:: What needs to be done ::
Say the number of lines holding the word "other" in the data, and leave out everything else.

========

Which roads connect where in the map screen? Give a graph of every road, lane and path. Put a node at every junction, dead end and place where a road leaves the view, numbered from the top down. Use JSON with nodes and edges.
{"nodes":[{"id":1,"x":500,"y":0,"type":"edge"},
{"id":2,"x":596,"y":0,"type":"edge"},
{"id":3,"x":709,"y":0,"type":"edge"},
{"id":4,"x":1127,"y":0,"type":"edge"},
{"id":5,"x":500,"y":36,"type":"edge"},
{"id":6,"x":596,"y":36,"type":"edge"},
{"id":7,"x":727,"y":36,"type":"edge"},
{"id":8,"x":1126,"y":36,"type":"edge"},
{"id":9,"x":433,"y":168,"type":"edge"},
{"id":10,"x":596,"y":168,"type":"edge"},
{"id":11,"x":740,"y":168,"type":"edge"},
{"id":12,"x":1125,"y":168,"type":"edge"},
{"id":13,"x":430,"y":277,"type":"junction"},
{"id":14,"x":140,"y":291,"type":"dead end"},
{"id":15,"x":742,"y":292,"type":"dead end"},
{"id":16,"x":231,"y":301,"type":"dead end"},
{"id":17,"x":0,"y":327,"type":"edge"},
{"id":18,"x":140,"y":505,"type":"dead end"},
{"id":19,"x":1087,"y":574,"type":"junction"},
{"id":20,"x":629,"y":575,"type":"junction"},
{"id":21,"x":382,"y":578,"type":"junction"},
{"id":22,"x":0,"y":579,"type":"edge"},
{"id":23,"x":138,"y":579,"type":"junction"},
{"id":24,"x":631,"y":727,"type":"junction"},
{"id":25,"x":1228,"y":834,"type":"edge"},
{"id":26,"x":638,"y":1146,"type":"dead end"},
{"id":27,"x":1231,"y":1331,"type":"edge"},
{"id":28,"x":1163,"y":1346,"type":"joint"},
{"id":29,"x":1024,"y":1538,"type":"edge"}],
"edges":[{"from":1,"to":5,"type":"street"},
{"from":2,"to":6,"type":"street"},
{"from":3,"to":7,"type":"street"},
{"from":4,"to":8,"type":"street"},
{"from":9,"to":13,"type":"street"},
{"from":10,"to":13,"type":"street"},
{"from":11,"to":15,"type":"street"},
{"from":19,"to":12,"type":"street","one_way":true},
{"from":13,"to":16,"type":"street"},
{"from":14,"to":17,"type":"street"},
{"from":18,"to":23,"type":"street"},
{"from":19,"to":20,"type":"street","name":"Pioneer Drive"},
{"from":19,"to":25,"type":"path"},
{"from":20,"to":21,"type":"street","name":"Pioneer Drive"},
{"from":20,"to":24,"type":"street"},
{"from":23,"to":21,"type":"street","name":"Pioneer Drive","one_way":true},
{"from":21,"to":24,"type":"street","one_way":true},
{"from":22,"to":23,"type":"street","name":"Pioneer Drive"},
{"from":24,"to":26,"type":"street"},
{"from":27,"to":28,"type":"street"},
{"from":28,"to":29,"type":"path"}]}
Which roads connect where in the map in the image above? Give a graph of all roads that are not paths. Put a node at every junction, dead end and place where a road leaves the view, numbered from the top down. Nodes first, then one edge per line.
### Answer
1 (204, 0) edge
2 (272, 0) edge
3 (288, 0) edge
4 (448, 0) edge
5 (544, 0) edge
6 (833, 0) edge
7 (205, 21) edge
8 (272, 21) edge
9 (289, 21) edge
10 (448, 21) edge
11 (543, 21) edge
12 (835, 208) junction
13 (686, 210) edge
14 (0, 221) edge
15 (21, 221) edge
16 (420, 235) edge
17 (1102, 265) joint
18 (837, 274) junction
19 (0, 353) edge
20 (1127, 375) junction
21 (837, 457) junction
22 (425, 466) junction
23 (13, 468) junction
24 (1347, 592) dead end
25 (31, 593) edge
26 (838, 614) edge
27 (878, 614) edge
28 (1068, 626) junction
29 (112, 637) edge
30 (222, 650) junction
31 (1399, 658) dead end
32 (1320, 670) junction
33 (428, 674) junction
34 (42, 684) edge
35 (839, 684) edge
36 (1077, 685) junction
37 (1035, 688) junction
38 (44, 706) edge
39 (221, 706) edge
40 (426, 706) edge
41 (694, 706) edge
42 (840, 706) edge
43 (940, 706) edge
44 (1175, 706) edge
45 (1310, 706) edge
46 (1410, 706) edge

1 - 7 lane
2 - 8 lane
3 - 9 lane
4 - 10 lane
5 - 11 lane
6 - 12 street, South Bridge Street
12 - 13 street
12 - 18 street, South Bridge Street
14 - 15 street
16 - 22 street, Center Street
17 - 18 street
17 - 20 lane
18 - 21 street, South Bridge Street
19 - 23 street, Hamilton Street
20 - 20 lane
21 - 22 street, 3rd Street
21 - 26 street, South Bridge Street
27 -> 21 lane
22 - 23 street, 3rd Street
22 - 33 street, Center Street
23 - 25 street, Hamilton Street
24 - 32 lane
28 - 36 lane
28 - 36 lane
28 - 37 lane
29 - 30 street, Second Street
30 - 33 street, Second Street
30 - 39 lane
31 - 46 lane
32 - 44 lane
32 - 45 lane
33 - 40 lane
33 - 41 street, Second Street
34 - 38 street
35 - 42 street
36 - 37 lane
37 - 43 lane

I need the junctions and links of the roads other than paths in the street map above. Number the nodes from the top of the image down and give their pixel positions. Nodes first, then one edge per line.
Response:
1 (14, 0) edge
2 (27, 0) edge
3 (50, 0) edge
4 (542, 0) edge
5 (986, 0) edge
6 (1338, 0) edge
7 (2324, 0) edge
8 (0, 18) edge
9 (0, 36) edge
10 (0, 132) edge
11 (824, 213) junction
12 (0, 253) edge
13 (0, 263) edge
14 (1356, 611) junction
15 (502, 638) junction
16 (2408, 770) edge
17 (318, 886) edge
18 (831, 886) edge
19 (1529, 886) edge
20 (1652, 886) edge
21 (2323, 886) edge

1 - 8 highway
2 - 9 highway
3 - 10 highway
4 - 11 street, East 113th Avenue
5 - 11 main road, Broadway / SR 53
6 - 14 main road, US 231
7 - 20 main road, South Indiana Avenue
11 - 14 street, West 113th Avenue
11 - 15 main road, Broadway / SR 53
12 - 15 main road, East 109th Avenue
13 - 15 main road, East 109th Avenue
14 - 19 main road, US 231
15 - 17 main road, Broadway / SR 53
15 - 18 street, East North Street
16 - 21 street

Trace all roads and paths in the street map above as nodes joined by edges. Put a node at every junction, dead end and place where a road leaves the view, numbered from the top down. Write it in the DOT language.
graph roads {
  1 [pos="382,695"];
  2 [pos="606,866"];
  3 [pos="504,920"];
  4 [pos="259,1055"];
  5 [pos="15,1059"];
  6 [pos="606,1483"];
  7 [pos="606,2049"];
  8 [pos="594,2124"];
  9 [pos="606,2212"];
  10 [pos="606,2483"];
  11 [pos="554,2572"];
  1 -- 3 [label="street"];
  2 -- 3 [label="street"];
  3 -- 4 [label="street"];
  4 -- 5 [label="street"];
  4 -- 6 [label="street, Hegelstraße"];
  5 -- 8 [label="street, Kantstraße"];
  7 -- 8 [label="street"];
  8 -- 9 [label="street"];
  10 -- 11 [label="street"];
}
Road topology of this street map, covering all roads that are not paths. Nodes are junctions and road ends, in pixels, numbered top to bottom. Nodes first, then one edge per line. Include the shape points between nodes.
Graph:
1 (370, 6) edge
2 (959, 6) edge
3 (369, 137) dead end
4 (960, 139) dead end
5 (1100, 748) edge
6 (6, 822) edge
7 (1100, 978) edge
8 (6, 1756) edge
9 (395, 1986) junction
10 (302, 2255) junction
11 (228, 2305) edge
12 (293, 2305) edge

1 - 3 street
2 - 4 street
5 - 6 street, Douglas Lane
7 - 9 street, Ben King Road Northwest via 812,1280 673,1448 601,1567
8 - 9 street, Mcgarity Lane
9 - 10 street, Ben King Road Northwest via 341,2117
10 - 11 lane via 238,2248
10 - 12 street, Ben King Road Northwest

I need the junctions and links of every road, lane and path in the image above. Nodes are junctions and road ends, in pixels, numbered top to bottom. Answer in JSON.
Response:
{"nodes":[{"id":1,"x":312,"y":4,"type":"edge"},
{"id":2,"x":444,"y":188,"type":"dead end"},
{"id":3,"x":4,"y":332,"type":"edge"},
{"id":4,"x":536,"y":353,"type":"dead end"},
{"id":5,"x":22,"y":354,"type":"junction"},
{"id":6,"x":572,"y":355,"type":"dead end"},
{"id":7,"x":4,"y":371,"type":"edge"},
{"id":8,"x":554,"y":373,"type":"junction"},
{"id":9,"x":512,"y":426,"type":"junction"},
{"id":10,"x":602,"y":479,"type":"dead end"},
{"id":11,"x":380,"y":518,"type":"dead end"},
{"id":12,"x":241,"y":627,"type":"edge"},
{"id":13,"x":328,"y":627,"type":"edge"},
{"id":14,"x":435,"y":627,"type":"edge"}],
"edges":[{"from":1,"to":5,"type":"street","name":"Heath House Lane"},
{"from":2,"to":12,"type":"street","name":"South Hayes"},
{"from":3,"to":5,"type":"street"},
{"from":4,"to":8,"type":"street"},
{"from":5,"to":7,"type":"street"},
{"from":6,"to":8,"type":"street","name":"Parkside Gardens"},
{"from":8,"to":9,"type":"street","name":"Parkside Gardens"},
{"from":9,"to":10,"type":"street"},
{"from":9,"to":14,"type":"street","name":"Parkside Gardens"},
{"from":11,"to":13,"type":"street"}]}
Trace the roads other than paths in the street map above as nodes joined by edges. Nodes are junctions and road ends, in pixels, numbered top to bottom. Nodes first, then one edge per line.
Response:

========

:: Solution for this exercise ::
2